Sisco’s father, Craig, said the day was a very emotional one.
“This is just an amazing community. People have done so much for Kacey,” he said. There were many fundraisers, and Sisco also benefited from the South Glens Falls Marathon Dance.
“Everyone has been great,” she said after graduation, sitting in her wheelchair on a bright, sunny morning with a big smile. “The school has done some much for me. All of the teachers have just been great.”
Principal Bennefield pointed out he had spent the past six years with the graduates, first as assistant principal at Hudson Falls Middle School, then as principal.
He said he would miss them, and he also noted that “Bosses will not take an excuse note from your mother.”
Valedictorian Hannah Mager explained to her classmates that the classes they took in school were really “lessons in life, disguised as classes.”
Superintendent Linda Goewey, who is finishing her first year, spoke to the students, as did Salutatorian Tanner Barton.

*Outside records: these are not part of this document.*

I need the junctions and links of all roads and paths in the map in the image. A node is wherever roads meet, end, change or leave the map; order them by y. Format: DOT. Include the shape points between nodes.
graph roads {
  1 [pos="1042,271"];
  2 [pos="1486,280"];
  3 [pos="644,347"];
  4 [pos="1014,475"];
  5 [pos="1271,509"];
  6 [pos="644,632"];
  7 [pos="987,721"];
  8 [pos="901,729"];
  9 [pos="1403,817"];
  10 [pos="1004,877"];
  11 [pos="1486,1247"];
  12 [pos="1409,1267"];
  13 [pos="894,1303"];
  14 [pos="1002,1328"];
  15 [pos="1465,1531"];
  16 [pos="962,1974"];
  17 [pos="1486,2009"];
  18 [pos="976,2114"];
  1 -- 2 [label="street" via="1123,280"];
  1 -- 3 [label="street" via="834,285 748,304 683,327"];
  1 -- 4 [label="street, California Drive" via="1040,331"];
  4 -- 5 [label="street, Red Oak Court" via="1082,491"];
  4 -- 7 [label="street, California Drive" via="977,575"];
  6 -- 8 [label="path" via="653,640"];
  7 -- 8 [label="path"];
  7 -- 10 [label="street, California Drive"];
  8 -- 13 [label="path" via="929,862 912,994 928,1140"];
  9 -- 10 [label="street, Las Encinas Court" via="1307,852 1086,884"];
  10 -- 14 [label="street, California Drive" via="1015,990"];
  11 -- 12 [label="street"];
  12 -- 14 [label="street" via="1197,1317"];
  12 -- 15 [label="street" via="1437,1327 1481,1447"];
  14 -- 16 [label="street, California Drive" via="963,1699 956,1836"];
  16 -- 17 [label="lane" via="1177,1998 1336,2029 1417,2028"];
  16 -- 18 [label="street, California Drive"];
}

The ceremony included the announcement of scholarships. Students also received a flower from Athletic Director Burgess Ovitt, then had their tassel turned by Assistant Principal Danielle Kuba.
Earlier, as students waited in the hallway before marching into the gym, several of them talked about the teachers who had the greatest impact on them.
“For me, it was Mr. Thomas Vartuli,” Dusty Cleveland said of his physics teacher. “He just connects well with students, and he really connected with me over the outdoors and fishing.”
For Ryan Clary-Brown, that teacher was Heather Estep. “She’s the one who got me through here,” he said. “She really pushed me.”
For Kate Clouse, it was earth science teacher Kristopher Williams. “He inspired me to push myself,” she said.
Abby Colvin singled out history teacher Matt Rozell. “He’s probably one of the most inspiring people I have ever met,” she said.